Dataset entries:
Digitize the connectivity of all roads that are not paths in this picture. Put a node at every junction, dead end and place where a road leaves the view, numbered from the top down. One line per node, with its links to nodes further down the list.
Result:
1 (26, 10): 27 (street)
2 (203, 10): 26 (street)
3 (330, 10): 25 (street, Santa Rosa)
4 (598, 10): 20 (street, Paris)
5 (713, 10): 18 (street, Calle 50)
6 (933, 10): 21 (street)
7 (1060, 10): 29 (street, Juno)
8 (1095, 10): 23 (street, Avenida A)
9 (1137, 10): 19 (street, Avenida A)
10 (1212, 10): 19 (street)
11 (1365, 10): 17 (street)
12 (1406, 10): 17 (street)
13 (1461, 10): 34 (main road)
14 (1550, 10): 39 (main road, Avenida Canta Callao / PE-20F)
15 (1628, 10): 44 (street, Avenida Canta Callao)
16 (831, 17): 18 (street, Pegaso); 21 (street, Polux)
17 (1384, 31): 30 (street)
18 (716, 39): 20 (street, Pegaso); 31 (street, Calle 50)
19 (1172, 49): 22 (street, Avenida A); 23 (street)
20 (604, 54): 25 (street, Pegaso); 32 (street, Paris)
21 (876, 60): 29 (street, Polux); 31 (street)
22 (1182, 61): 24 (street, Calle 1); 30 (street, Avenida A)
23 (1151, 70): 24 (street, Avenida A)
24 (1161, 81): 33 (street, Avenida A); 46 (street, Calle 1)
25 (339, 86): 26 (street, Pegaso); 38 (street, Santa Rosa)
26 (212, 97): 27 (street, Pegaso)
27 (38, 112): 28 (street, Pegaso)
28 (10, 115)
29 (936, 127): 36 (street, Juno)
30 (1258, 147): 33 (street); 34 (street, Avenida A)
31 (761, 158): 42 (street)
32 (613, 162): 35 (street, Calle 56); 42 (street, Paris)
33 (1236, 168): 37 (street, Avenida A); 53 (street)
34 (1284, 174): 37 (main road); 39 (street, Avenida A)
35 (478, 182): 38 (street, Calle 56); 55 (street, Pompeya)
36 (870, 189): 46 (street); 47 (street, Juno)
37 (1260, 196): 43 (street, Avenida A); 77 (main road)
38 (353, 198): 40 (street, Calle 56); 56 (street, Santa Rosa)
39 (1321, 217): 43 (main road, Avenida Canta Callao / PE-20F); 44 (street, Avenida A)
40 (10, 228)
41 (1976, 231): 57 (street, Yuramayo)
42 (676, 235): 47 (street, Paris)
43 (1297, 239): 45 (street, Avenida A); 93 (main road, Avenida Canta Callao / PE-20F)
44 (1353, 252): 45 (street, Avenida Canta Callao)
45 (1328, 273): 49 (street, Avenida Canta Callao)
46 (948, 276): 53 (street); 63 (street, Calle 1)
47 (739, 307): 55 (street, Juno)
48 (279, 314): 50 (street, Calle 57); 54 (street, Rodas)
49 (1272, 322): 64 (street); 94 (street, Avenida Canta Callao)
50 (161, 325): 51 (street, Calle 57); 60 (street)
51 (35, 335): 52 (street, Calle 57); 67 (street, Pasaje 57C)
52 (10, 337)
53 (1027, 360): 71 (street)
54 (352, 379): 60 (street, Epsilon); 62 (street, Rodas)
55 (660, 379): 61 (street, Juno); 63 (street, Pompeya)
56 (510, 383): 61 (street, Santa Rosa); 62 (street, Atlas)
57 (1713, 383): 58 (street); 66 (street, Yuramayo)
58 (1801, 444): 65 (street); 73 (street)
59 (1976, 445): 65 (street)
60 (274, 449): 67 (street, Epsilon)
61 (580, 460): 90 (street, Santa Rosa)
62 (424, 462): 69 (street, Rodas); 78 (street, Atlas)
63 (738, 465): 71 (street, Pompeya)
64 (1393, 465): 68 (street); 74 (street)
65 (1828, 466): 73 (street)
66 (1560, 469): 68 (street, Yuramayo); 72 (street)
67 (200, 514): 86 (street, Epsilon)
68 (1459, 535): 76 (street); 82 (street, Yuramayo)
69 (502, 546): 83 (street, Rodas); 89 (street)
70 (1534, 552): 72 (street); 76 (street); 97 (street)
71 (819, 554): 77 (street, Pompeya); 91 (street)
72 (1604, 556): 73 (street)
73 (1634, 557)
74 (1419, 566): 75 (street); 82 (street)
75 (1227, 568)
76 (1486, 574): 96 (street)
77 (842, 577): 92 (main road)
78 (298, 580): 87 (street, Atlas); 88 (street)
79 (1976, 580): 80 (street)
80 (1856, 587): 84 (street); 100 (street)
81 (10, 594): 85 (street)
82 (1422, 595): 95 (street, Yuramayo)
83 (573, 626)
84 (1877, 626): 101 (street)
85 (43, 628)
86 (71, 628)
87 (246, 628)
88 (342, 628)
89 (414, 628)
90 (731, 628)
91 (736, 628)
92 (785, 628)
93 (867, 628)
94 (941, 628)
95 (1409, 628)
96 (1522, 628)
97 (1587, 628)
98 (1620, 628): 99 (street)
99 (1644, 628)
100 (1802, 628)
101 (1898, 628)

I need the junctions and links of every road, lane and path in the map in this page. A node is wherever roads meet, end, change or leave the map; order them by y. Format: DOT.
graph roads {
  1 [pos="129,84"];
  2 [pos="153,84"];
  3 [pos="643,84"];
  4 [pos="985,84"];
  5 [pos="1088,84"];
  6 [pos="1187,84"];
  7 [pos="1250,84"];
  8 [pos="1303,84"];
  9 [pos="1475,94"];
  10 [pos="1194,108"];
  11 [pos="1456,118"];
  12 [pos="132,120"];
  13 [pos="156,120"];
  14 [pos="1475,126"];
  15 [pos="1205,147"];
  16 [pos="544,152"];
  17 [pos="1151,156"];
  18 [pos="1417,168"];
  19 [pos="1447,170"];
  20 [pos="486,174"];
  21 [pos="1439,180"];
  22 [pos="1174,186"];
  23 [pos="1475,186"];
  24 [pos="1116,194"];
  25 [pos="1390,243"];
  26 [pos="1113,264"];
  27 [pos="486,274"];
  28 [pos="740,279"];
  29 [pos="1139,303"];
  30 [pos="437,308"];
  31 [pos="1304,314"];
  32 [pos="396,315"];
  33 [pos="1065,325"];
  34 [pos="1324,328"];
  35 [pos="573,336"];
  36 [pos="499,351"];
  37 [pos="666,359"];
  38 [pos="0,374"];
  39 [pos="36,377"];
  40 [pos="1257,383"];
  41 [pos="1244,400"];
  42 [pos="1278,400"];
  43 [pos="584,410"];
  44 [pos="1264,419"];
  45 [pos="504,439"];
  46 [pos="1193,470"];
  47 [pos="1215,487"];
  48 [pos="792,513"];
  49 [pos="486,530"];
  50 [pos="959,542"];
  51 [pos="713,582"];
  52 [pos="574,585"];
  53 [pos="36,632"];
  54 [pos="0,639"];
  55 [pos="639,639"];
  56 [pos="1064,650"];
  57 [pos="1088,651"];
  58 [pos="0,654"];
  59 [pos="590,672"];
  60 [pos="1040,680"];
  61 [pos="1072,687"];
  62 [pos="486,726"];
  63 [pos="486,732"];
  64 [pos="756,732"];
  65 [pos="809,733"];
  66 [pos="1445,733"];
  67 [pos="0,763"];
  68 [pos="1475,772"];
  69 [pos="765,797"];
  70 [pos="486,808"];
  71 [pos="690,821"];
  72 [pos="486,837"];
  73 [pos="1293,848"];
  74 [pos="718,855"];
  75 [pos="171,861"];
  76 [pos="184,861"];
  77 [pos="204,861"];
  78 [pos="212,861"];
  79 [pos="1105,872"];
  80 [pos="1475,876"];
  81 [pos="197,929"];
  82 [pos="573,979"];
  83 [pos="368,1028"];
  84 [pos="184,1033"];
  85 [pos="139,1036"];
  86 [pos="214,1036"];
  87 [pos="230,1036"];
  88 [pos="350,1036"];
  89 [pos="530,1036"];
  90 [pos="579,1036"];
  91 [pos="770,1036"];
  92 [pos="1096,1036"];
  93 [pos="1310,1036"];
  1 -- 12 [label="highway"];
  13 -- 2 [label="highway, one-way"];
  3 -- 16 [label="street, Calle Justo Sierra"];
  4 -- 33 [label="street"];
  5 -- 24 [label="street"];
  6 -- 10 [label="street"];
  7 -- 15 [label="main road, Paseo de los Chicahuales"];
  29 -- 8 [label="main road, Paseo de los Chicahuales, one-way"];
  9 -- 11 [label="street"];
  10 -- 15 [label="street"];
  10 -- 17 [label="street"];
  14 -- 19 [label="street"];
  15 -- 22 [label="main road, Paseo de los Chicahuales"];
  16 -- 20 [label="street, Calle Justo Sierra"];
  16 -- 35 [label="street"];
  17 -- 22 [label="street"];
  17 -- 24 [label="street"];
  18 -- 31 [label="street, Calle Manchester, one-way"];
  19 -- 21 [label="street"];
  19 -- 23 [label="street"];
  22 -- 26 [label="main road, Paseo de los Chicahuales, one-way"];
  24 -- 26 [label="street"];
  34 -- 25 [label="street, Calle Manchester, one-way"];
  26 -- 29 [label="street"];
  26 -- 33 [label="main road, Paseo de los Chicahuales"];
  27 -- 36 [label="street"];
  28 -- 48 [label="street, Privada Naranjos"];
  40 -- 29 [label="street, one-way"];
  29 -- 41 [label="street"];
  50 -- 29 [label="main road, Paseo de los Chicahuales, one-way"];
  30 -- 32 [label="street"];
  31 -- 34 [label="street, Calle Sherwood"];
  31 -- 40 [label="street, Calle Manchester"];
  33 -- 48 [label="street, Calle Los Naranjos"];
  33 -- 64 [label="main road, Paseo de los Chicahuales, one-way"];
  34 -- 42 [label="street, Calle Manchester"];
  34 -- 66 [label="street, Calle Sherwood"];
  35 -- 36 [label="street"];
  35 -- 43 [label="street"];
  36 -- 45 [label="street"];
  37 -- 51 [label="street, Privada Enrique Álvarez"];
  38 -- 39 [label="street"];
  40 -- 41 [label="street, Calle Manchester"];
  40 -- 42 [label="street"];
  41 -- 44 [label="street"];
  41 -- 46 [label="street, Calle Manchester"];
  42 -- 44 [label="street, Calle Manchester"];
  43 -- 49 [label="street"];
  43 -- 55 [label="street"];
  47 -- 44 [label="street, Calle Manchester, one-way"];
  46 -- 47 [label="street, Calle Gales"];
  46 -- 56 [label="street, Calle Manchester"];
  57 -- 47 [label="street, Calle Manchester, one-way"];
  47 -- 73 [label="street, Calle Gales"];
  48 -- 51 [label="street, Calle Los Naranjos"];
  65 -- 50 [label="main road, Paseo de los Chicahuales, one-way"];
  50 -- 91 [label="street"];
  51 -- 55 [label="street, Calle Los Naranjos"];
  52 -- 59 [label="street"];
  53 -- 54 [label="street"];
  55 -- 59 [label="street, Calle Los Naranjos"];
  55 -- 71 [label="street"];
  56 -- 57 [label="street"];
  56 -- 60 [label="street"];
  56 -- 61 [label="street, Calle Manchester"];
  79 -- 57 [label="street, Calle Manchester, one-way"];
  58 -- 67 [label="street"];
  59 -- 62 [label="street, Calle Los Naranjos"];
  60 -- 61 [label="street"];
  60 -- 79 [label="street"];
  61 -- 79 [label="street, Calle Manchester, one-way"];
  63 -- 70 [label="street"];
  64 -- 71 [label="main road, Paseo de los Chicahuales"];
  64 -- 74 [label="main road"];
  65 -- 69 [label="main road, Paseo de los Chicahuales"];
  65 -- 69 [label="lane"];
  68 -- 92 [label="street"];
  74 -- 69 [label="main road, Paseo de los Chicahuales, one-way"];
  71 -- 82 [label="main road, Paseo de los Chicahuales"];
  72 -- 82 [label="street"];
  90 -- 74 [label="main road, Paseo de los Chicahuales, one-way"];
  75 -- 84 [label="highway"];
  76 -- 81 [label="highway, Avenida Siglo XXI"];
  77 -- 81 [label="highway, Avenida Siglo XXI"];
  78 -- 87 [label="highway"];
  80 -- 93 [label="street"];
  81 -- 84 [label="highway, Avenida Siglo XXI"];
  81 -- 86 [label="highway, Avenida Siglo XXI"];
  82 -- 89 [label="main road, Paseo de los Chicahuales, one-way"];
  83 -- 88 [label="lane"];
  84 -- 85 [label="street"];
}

Assignment
Reproduce each line from the records that contains the word "Atlas".

Response area
56 (510, 383): 61 (street, Santa Rosa); 62 (street, Atlas)
62 (424, 462): 69 (street, Rodas); 78 (street, Atlas)
78 (298, 580): 87 (street, Atlas); 88 (street)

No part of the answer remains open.